▸ **AIM OF THE EXERCISE**
Give only the number of lines in these records that contain the word "Riverton".
#####
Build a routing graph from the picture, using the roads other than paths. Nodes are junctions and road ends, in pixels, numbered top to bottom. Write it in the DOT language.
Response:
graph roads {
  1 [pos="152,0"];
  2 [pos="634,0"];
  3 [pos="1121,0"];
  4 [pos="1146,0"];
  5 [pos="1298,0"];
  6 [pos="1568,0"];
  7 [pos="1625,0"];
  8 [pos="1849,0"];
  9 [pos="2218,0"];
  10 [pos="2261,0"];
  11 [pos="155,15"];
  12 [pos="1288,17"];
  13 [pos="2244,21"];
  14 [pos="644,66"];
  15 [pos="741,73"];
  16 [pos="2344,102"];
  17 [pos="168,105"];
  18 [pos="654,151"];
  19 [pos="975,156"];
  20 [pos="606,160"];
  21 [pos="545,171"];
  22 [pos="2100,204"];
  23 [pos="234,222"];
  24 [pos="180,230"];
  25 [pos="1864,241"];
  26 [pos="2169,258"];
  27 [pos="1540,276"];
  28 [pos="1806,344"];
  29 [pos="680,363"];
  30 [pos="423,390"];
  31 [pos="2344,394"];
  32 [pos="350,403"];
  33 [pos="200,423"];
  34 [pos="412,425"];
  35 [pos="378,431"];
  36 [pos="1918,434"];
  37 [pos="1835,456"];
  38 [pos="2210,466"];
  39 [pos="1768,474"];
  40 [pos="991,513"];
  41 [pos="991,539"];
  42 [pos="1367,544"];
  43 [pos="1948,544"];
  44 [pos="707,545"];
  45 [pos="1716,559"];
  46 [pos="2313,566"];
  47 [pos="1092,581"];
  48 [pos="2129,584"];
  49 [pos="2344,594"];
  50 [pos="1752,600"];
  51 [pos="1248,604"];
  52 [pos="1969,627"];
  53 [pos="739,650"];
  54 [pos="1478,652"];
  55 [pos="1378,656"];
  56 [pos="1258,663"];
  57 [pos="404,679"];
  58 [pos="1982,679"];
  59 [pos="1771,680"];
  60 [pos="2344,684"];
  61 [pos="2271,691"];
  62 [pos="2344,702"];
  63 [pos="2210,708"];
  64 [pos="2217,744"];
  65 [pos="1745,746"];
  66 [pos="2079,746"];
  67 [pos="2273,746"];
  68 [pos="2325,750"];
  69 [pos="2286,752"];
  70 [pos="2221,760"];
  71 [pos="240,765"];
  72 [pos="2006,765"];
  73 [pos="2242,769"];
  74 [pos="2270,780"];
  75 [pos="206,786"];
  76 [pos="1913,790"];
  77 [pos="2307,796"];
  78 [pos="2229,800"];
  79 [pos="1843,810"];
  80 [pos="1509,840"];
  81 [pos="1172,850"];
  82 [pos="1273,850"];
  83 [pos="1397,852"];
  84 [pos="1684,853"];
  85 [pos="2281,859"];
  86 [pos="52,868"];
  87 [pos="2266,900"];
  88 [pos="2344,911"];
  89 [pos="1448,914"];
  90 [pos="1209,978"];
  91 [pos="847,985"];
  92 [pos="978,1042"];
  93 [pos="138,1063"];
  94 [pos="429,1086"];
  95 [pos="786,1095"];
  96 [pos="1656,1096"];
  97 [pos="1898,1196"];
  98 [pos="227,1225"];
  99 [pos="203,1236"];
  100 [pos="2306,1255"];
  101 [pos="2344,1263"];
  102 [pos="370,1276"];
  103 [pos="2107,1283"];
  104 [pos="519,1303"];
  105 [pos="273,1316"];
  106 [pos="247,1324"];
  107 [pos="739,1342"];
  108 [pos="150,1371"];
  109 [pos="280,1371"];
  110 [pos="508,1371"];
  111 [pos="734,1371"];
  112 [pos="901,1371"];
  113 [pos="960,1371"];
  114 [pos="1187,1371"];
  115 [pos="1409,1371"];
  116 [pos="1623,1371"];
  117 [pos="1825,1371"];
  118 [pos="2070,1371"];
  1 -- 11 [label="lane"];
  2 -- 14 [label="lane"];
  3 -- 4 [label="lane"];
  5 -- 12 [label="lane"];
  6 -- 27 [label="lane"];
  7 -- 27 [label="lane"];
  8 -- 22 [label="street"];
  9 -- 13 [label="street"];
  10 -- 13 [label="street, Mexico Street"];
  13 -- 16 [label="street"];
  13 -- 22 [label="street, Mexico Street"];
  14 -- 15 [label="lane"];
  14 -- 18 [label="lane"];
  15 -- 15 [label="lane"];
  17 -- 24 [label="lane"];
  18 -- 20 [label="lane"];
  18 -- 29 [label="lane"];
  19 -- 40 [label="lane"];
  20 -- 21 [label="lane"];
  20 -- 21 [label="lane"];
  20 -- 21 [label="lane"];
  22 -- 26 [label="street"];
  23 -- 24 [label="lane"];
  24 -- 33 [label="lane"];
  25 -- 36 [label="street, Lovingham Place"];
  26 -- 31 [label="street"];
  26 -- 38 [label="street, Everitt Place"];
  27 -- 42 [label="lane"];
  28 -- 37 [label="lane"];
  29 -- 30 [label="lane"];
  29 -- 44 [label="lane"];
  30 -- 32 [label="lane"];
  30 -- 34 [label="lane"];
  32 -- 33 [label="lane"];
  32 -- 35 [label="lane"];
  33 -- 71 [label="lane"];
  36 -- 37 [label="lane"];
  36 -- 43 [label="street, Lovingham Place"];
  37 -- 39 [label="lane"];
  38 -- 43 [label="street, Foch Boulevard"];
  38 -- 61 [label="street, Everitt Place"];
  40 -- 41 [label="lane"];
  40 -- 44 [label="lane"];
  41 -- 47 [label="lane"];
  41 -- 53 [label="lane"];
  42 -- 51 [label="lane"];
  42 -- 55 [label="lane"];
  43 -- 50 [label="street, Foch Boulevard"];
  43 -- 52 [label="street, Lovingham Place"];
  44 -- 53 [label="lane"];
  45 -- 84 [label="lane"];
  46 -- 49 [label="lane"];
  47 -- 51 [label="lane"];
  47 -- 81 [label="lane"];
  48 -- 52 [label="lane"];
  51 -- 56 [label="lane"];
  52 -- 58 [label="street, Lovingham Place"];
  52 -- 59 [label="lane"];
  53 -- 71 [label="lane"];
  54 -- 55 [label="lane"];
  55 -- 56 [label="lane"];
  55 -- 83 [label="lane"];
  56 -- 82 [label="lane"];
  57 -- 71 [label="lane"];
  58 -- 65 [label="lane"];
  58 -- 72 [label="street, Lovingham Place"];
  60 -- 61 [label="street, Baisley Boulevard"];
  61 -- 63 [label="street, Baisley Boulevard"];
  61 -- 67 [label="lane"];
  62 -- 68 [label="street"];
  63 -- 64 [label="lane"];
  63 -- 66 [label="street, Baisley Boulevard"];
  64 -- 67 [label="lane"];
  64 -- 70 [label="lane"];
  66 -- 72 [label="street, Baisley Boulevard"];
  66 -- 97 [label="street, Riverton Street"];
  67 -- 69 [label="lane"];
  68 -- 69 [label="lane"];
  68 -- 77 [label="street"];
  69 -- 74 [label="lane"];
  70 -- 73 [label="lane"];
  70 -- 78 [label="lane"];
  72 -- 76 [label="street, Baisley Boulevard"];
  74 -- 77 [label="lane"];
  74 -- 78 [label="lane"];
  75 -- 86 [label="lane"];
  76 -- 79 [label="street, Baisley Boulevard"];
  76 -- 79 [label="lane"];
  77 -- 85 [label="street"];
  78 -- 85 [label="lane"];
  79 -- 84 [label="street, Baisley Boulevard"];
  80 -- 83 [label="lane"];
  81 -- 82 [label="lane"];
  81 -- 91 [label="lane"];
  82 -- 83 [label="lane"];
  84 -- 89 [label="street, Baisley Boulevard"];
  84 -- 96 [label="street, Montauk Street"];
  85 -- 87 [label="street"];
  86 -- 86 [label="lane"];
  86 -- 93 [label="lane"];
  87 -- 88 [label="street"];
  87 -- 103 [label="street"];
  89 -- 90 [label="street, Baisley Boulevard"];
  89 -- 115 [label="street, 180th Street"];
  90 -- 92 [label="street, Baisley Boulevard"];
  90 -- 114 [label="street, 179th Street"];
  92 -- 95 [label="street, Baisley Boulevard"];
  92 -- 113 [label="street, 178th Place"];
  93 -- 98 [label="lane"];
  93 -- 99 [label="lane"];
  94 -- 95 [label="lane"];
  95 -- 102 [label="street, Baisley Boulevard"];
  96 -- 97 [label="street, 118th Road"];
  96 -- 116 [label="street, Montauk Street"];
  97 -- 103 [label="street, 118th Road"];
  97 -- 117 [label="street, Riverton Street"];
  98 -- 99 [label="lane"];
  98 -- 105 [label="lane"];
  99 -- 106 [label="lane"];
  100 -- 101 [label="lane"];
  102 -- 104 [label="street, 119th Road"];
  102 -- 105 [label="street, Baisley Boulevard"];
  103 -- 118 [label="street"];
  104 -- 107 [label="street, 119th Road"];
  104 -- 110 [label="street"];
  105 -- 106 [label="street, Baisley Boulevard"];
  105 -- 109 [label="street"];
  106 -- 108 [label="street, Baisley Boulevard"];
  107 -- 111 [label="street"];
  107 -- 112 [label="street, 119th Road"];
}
#####
▸ **RESPONSE TO THE TASK**
2